What is being asked:
From the records that follow, copy every line that contains the word "الشعبوني".

Collected data
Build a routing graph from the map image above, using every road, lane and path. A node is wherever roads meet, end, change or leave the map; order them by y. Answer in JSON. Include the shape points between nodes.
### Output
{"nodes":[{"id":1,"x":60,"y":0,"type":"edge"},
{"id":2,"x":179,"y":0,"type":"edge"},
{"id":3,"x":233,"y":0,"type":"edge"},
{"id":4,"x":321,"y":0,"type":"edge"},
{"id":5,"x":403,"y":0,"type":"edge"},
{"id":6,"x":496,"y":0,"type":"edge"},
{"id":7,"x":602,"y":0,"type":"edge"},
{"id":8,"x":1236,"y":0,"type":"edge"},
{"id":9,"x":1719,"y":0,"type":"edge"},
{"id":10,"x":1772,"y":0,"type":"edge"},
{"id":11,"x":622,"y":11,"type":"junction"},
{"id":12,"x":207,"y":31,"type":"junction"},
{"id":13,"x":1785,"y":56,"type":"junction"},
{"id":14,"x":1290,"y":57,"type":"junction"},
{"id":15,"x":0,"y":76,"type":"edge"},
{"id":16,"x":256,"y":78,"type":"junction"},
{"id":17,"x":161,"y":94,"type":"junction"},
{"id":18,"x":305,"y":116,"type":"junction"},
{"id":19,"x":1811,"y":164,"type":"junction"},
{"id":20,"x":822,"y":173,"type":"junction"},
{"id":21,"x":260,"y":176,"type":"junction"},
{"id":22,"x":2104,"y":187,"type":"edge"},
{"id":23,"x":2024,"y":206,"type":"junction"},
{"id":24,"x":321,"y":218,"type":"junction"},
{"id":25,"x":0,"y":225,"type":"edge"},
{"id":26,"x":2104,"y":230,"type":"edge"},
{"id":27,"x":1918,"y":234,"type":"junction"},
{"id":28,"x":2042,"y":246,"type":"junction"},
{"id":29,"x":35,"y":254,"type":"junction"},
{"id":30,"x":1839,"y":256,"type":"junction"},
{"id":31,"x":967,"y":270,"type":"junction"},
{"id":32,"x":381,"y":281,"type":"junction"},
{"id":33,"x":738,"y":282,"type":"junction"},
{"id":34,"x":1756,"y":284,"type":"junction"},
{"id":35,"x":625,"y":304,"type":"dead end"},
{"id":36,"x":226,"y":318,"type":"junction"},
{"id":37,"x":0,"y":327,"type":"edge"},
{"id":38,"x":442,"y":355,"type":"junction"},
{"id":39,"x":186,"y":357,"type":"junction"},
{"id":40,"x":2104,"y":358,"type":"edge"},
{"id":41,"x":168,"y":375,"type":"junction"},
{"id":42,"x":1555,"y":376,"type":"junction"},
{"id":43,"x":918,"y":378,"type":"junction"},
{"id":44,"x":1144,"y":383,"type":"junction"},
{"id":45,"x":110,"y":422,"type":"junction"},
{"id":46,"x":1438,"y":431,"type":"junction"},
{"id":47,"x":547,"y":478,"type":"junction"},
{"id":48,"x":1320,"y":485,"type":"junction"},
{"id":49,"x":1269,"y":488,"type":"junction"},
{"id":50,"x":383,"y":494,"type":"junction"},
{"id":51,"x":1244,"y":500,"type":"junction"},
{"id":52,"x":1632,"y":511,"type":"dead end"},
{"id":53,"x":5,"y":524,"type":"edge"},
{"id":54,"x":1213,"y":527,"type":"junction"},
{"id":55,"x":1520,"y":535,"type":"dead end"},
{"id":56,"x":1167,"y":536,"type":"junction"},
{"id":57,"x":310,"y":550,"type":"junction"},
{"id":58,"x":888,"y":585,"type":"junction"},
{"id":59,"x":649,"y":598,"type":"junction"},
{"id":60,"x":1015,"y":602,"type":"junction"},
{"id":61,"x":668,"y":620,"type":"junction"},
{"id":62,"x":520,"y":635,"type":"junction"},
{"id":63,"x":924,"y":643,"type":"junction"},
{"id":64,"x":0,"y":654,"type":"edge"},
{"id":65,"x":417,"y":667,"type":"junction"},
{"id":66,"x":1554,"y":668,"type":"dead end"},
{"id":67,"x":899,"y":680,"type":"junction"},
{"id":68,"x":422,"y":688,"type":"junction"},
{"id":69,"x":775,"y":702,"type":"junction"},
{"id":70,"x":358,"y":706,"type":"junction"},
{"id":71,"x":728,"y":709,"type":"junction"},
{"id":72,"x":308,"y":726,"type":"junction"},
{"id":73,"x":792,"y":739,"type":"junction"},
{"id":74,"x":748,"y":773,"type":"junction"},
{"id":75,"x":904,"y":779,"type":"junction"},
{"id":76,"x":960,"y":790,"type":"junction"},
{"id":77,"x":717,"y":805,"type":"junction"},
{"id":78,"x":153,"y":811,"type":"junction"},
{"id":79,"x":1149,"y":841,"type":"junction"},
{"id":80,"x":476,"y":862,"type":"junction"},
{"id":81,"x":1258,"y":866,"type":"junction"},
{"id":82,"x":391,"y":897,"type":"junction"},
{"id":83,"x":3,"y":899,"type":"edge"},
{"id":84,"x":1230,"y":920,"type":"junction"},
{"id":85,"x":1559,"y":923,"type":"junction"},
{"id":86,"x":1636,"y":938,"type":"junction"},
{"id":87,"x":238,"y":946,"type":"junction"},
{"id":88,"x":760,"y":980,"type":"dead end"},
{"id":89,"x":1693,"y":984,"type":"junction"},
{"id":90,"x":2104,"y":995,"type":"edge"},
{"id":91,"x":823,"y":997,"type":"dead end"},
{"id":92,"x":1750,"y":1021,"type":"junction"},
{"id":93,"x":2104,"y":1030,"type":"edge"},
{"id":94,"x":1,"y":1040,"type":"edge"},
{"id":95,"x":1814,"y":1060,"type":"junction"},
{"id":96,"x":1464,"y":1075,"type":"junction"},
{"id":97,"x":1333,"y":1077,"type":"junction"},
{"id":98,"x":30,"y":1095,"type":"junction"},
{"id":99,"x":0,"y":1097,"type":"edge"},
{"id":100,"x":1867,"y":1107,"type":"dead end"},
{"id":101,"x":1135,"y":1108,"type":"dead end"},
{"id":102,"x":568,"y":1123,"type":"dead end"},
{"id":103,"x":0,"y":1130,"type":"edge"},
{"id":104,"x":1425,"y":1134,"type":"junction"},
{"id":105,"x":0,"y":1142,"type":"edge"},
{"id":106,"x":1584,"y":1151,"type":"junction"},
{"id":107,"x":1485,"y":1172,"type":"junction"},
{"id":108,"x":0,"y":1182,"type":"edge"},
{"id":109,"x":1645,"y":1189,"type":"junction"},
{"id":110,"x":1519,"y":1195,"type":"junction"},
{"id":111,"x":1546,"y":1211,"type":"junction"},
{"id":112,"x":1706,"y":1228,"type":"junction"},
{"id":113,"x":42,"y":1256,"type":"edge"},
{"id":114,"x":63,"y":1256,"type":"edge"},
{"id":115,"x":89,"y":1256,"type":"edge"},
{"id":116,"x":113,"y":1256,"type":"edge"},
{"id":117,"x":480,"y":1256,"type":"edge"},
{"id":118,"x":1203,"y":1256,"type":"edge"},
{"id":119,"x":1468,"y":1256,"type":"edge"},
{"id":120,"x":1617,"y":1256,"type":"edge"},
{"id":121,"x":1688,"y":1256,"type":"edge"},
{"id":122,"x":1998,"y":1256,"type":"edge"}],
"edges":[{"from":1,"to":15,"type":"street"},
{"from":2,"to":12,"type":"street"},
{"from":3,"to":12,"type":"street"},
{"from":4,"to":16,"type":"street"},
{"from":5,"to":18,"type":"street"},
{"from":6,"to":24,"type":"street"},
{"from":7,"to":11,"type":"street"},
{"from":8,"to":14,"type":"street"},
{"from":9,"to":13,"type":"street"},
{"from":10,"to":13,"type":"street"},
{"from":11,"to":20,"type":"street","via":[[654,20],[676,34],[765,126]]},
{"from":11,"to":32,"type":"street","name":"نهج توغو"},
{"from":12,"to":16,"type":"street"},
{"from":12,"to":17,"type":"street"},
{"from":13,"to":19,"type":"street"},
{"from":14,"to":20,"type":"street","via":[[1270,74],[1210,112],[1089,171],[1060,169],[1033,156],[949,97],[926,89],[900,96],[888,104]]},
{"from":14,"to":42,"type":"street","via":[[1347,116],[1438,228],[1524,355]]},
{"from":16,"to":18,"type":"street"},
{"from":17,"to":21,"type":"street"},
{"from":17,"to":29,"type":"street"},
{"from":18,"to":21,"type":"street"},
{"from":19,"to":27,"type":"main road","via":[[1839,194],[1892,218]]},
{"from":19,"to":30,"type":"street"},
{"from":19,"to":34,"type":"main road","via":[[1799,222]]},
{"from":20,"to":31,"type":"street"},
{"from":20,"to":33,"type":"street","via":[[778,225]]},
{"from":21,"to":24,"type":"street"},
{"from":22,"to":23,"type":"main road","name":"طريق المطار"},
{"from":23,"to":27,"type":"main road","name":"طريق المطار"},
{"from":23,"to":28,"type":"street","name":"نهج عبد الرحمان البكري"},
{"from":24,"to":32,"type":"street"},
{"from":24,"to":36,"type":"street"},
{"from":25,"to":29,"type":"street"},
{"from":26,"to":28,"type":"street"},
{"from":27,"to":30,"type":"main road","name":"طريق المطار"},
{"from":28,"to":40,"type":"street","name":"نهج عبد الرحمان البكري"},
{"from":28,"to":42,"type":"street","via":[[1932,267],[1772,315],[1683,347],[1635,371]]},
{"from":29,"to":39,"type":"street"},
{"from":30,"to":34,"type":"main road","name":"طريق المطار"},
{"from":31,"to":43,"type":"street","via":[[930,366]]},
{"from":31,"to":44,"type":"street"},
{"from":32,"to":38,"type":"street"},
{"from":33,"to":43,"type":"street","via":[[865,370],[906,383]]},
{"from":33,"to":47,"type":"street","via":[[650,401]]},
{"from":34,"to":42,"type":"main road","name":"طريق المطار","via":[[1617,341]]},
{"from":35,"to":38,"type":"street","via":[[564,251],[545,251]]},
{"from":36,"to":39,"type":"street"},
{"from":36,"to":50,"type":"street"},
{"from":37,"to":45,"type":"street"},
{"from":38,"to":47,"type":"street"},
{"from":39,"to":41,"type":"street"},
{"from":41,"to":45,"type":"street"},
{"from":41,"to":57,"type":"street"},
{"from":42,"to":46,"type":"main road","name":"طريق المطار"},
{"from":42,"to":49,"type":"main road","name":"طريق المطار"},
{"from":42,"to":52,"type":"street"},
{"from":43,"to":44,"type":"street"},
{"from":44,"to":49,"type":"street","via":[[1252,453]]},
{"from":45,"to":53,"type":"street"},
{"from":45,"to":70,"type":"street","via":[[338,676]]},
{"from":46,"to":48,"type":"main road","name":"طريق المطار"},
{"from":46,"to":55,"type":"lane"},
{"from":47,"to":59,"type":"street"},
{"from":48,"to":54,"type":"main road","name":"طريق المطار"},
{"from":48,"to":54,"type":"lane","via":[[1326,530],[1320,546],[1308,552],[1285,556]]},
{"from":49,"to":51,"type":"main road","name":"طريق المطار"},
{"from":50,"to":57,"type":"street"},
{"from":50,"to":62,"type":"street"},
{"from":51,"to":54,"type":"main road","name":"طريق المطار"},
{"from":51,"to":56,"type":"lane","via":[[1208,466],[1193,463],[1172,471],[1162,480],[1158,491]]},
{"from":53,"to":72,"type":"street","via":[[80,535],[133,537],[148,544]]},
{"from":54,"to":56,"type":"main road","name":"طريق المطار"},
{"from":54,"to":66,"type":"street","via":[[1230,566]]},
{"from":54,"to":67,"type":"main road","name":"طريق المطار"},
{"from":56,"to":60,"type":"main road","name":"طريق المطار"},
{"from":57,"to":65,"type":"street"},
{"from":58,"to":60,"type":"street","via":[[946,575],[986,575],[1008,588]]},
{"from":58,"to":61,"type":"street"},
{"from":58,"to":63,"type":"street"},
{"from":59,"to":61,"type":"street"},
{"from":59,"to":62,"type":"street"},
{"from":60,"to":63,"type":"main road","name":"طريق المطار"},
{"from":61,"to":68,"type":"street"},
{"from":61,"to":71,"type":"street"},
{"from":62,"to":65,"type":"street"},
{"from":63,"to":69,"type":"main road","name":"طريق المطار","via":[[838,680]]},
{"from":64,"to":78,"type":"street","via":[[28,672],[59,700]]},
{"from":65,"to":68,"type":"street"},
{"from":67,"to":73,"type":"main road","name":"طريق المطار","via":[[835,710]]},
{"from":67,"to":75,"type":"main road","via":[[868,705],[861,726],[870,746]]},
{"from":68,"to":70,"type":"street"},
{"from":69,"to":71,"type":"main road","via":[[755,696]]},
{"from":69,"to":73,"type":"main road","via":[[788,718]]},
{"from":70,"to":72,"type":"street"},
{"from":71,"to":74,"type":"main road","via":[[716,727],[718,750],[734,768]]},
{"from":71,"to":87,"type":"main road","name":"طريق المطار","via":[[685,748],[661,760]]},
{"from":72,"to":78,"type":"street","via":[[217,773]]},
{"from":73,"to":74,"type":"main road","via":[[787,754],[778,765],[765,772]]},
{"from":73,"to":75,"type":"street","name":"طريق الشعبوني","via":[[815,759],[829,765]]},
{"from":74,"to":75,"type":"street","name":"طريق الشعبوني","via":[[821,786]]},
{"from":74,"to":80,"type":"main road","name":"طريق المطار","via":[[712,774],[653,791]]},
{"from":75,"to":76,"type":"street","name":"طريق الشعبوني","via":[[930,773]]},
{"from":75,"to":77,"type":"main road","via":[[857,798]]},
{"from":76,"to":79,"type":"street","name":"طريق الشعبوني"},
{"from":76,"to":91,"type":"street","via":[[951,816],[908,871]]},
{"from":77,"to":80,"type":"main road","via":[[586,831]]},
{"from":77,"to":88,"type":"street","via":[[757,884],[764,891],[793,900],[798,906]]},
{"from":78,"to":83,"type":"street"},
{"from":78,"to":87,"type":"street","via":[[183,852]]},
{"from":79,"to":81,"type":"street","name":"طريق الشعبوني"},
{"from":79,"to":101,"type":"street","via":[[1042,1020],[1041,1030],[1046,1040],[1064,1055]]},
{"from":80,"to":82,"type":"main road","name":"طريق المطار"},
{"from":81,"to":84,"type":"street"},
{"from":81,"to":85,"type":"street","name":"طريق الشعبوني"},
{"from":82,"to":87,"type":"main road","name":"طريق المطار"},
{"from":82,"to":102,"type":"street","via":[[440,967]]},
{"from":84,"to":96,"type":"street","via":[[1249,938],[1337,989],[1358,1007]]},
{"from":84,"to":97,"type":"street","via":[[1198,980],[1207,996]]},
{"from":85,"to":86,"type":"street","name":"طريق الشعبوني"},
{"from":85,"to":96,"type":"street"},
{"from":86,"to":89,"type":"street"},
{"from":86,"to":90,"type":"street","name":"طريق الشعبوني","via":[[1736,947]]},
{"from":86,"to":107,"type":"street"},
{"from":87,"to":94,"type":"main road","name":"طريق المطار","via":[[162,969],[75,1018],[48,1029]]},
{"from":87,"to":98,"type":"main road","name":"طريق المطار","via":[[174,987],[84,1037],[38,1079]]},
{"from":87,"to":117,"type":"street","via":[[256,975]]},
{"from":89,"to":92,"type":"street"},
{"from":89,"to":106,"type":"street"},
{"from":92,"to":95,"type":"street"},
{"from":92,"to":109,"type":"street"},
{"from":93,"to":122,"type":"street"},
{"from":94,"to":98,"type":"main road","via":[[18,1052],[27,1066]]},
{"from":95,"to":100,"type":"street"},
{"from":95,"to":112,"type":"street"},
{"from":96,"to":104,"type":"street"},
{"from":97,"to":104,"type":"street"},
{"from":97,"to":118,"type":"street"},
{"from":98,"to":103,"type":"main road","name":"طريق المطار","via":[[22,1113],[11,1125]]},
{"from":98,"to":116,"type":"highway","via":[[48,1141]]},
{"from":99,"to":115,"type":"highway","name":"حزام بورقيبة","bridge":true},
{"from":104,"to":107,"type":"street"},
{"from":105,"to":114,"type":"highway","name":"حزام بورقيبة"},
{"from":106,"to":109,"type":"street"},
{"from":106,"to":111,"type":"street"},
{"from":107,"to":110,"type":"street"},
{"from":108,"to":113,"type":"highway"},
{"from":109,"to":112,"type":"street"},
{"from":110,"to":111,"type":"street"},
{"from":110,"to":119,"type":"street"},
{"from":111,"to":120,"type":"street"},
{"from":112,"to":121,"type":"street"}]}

Expected output:
{"from":73,"to":75,"type":"street","name":"طريق الشعبوني","via":[[815,759],[829,765]]},
{"from":74,"to":75,"type":"street","name":"طريق الشعبوني","via":[[821,786]]},
{"from":75,"to":76,"type":"street","name":"طريق الشعبوني","via":[[930,773]]},
{"from":76,"to":79,"type":"street","name":"طريق الشعبوني"},
{"from":79,"to":81,"type":"street","name":"طريق الشعبوني"},
{"from":81,"to":85,"type":"street","name":"طريق الشعبوني"},
{"from":85,"to":86,"type":"street","name":"طريق الشعبوني"},
{"from":86,"to":90,"type":"street","name":"طريق الشعبوني","via":[[1736,947]]},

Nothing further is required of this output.